On phase recovery and preserving early reflections for deep-learning speech dereverberation

Abstract

In indoor environments, reverberation often distorts clean speech. Although deep learning-based speech dereverberation approaches have shown much better performance than traditional ones, the inferior speech quality of the dereverberated speech caused by magnitude distortion and limited phase recovery is still a serious problem for practical applications. This paper improves the performance of deep learning-based speech dereverberation from the perspectives of both network design and mapping target optimization.

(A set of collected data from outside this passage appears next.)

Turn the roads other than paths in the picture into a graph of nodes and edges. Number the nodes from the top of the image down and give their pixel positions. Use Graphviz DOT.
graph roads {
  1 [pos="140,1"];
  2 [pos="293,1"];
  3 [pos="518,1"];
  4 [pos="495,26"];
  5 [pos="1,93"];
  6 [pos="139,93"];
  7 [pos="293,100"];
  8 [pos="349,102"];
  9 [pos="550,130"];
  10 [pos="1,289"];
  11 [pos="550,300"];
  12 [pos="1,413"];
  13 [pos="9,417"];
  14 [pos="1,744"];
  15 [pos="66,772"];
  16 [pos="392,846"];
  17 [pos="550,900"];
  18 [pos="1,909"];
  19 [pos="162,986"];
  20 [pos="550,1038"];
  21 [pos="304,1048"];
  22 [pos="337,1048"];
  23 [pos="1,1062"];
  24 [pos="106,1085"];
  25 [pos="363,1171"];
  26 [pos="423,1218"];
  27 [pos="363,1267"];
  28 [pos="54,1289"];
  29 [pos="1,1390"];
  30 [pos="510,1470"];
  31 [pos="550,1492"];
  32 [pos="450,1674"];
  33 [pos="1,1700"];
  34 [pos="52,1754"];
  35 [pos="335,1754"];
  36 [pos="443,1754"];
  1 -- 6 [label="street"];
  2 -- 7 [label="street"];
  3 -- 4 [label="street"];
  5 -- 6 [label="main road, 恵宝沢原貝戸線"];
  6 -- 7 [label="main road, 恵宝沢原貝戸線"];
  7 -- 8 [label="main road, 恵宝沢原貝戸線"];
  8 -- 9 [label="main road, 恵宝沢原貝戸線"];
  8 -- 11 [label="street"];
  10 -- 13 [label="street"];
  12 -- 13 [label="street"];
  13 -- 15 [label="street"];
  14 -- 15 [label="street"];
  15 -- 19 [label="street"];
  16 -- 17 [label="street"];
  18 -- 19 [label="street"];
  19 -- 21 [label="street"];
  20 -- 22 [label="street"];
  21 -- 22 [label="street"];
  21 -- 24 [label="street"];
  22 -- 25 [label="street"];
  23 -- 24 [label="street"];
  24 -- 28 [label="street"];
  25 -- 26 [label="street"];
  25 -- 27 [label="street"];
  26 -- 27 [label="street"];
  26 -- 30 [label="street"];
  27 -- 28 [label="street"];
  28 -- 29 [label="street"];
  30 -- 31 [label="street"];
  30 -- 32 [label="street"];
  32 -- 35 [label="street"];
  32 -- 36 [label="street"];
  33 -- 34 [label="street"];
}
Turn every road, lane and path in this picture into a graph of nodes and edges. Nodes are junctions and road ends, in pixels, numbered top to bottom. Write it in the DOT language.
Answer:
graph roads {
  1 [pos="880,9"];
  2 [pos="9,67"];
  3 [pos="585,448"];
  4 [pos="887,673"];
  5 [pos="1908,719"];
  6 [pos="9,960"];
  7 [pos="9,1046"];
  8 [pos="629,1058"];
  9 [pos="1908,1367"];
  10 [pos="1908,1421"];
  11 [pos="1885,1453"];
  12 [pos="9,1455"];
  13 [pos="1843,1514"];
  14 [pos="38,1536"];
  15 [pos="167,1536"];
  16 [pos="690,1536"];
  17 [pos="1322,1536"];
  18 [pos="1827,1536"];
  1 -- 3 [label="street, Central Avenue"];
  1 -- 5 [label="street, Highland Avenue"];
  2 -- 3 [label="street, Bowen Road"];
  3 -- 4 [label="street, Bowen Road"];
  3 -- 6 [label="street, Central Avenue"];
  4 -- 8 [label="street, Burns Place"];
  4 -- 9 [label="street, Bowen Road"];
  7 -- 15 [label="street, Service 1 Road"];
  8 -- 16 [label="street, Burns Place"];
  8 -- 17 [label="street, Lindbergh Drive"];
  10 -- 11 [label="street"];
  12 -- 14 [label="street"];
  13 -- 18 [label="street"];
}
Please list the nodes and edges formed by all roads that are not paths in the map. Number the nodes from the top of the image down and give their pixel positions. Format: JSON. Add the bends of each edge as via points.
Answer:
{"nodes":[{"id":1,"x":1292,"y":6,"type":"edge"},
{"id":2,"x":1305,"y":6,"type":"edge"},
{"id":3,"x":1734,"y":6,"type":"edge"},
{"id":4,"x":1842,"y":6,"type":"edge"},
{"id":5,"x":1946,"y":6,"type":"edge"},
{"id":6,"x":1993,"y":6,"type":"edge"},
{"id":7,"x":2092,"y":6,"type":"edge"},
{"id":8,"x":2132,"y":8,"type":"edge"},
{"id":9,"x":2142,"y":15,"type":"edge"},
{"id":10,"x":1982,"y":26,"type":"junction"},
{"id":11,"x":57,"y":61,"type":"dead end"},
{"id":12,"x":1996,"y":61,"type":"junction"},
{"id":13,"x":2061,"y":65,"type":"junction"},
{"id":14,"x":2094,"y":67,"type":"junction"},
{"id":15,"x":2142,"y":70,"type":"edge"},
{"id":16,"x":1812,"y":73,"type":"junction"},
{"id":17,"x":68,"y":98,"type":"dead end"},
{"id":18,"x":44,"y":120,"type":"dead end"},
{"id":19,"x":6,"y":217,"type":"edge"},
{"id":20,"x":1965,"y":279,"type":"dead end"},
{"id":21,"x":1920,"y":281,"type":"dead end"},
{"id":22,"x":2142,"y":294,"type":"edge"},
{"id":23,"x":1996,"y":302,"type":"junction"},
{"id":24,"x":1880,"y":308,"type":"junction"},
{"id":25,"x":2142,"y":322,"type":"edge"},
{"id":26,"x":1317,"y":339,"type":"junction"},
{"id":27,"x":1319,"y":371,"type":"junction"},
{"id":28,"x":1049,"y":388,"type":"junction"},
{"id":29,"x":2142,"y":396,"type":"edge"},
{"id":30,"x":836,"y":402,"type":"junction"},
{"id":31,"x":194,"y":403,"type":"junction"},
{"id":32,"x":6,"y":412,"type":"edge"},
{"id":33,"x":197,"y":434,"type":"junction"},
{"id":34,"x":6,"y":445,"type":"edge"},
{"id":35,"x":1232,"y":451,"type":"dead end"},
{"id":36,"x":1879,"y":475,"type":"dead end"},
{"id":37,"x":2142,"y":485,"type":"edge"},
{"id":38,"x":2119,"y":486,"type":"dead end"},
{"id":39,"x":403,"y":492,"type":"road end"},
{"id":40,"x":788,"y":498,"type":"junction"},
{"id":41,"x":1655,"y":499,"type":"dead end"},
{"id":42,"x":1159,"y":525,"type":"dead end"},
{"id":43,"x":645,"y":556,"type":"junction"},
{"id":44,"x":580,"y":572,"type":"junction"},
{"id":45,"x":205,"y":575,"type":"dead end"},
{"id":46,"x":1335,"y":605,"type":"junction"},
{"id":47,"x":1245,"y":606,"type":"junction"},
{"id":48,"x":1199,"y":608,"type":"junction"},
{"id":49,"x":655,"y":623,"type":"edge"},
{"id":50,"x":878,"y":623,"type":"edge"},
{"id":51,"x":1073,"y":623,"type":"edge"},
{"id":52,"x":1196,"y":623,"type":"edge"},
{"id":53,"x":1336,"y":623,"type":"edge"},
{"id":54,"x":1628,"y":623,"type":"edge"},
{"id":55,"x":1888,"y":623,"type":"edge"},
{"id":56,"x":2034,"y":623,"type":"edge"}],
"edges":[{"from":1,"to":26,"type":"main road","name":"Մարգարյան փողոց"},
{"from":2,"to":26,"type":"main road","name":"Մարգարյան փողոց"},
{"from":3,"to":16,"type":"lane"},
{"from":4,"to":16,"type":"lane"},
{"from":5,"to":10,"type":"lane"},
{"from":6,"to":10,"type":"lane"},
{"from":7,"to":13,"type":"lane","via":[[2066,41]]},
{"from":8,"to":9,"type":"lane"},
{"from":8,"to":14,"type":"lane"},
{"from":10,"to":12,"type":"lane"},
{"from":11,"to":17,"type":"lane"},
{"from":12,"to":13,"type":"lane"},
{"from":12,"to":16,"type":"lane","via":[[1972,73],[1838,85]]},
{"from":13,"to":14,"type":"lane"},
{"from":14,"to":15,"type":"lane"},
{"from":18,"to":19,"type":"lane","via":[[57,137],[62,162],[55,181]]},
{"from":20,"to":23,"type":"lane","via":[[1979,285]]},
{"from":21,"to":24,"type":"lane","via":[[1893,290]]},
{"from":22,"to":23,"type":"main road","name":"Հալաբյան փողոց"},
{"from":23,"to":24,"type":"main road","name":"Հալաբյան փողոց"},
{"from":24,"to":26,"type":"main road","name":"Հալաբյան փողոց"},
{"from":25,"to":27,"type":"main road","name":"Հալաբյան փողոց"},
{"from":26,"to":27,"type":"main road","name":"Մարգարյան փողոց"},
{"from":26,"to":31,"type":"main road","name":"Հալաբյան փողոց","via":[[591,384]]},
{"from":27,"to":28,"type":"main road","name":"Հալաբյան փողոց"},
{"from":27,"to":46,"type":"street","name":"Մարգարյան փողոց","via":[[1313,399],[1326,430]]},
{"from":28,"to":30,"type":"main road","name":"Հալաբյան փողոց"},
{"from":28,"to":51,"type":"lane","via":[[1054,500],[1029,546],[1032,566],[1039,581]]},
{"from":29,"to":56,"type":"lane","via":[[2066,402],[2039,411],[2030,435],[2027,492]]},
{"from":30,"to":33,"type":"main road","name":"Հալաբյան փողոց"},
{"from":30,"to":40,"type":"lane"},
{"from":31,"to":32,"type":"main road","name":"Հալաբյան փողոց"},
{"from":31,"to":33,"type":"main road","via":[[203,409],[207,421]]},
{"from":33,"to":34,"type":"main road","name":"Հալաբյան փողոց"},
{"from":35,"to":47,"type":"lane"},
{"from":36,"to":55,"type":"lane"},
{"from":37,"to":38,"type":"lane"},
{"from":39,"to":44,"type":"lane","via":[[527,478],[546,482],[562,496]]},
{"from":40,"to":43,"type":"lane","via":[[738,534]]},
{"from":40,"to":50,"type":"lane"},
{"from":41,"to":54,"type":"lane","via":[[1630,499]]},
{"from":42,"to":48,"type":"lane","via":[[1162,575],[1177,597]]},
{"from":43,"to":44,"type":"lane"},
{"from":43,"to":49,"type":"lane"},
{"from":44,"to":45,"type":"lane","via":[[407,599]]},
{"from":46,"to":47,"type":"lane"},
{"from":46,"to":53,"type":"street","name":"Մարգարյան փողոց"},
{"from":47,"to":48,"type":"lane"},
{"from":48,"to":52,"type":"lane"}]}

Specifically, on the one hand, a bifurcated-and-fusion network and its guidance loss functions were designed to help reduce the magnitude distortion while enhancing the phase recovery. On the other hand, the time boundary between the early and late reflections in the mapped speech was investigated, so as to make a balance between the reverberation tailing effect and the difficulty of magnitude/phase recovery. Mathematical derivations were provided to show the rationality of the specially designed loss functions. Geometric illustrations were given to explain the importance of preserving early reflections in reducing the difficulty of phase recovery. Ablation study results confirmed the validity of the proposed network topology and the importance of preserving 20 ms early reflections in the mapped speech. Objective and subjective test results showed that the proposed system outperformed other baselines in the speech dereverberation task.